Im Beschwerdefall hat der Vorgesetzte angesichts der (wirksamen) Remonstration des Beschwerdeführers seine Weisung nicht schriftlich erteilt, was den Eintritt der im § 44 Abs. 3 BDG 1979 aufgestellten Fiktion der Zurückziehung der Weisung nach sich zieht. Solcherart hat der Vorgesetzte aber nicht auf Befolgung seiner Weisung bestanden, sodaß der Beschwerdeführer die ihm zur Last gelegte Verletzung der Gehorsamspflicht (nach § 44 Abs. 1 leg. cit.) nicht begehen konnte.

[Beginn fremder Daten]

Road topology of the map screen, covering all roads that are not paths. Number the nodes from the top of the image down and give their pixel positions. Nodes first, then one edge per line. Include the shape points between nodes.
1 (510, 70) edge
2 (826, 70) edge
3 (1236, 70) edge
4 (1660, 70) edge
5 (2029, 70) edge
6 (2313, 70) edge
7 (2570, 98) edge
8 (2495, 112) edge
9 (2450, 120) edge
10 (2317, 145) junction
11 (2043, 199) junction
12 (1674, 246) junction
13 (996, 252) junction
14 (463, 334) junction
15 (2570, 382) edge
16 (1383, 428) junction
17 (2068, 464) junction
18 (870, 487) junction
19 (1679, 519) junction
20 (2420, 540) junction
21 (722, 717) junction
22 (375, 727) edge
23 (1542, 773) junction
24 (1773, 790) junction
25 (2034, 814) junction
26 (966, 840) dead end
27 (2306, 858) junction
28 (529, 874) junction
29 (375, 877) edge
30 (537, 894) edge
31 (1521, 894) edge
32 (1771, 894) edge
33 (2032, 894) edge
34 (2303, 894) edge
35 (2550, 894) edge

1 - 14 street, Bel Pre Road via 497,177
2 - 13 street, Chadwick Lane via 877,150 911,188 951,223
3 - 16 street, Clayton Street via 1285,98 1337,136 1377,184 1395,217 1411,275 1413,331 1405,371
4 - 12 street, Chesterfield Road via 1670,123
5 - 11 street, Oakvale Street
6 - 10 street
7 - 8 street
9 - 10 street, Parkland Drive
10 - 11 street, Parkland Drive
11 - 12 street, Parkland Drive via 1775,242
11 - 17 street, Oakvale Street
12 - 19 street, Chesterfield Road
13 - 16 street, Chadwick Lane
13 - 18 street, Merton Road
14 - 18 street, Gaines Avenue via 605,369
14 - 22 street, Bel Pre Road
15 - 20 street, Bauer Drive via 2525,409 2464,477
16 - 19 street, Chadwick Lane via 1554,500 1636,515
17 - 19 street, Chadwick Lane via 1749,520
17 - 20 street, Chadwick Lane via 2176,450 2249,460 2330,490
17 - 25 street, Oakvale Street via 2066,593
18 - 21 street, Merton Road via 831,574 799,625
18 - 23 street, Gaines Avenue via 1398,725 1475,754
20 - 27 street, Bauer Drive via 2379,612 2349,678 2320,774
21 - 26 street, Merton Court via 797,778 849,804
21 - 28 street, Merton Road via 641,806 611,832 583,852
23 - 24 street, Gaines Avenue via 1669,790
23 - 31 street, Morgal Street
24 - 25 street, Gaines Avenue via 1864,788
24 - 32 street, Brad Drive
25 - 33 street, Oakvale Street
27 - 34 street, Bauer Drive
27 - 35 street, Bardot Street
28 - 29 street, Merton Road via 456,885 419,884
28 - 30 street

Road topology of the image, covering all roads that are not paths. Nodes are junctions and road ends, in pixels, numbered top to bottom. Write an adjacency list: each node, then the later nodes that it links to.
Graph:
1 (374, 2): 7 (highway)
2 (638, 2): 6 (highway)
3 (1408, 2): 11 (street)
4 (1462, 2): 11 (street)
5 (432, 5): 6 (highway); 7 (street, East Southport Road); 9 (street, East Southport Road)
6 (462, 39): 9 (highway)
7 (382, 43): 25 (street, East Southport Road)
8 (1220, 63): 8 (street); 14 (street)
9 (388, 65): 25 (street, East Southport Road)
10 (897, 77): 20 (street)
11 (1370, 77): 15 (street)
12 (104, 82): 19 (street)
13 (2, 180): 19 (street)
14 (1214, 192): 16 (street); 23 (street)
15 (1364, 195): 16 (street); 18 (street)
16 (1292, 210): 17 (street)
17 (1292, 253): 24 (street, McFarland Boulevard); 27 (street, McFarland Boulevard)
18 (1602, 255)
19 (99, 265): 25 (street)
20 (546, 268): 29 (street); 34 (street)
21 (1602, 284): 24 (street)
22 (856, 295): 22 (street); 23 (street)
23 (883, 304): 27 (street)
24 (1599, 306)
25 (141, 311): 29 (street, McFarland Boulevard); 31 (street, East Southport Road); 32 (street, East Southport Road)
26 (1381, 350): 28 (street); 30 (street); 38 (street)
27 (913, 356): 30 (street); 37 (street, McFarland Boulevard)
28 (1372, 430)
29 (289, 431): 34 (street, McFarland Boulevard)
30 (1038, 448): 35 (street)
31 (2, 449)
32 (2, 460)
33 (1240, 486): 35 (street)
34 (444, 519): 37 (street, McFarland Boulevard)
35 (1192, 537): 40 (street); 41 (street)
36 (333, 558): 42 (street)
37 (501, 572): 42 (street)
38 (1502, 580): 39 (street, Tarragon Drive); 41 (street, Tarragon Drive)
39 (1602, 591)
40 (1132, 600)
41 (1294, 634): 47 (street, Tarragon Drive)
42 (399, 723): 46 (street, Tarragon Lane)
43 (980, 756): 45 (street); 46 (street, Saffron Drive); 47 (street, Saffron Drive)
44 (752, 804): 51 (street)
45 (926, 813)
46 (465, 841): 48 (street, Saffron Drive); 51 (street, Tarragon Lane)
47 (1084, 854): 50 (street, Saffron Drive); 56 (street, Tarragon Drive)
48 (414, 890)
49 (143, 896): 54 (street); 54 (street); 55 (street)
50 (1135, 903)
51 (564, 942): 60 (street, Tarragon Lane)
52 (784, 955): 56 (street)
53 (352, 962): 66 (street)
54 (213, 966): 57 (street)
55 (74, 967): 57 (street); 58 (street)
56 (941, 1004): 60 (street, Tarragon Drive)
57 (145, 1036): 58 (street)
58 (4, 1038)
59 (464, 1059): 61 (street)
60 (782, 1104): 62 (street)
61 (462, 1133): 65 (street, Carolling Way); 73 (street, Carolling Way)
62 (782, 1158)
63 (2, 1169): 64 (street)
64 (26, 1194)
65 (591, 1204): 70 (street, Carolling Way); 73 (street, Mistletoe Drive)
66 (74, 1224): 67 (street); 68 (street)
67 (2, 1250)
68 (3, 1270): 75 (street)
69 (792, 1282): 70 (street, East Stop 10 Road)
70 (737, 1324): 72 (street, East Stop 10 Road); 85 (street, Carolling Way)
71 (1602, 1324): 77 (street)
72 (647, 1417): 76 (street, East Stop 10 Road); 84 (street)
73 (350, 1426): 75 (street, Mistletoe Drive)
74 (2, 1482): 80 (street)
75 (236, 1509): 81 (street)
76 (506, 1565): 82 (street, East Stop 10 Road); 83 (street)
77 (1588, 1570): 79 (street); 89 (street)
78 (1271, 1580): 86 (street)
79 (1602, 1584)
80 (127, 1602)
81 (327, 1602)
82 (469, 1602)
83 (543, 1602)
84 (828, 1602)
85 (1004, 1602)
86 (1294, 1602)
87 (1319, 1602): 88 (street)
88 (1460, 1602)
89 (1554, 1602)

Da die belangte Behörde in dieser Hinsicht die Rechtslage verkannte und zu Unrecht eine Dienstpflichtverletzung angenommen hat, belastete sie den angefochtenen Bescheid mit inhaltlicher Rechtswidrigkeit. Dieser war daher gemäß § 42 Abs. 2 Z. 1 VwGG aufzuheben.
Die Entscheidung über den Aufwandersatz beruht auf den §§ 47 ff VwGG in Verbindung mit der Verordnung BGBl. Nr. 416/1994. Auf Ersatz der Eingabengebühr für eine nicht erforderliche dritte Ausfertigung der Beschwerde und auf Ersatz der Beilagengebühr für das mit der Beschwerde vorgelegte Disziplinarerkenntnis der Behörde erster Instanz besteht kein Anspruch, da Stempelgebühren nur im gebührenden Ausmaß (§ 59 Abs. 3 VwGG) zuzusprechen sind. Der Beschwerdeführer hat in seiner Beschwerde ausdrücklich Schriftsatzaufwand nach der Pauschalierungsverordnung BGBl. Nr. 206/1989 angesprochen. Demnach konnte ihm nur der solcherart tatsächlich beantragte Ersatzbetrag (in Höhe von S 10.110,--) zuerkannt werden (vgl. hiezu auch de bei Dolp, Die Verwaltungsgerichtsbarkeit,
3. Auflage, Seite 687 wiedergegebene hg. Judikatur).